Could you please count how many lines in the data below hold the string "lane"? Reply with only the number.
>>>>>
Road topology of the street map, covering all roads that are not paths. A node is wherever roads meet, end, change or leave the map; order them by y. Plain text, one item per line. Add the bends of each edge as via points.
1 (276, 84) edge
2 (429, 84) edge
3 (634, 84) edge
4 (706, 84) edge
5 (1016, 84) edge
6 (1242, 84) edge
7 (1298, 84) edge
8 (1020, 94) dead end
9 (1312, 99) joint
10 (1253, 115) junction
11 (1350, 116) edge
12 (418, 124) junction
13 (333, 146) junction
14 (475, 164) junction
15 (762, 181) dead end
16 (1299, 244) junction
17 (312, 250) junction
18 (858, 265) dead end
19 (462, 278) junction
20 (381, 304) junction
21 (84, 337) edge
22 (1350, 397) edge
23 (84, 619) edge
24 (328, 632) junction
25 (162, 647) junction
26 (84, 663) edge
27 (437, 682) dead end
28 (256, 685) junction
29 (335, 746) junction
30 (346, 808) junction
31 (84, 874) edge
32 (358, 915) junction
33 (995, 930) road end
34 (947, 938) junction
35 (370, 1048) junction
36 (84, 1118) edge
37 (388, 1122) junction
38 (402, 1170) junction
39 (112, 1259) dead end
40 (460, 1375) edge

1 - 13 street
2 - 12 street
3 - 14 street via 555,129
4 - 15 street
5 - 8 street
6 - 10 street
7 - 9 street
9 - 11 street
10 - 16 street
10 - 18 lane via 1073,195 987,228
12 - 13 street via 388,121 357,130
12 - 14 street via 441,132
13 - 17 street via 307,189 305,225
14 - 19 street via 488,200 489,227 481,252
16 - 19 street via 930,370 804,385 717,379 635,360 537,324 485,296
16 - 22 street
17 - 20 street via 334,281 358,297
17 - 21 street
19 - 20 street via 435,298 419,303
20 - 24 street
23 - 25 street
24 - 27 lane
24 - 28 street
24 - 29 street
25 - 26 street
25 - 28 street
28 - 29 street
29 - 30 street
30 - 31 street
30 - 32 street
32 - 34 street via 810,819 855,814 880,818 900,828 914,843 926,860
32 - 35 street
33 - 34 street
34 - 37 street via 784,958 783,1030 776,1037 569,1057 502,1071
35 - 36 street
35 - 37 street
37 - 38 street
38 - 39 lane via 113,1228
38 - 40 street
<<<<<
**Completed task**.
3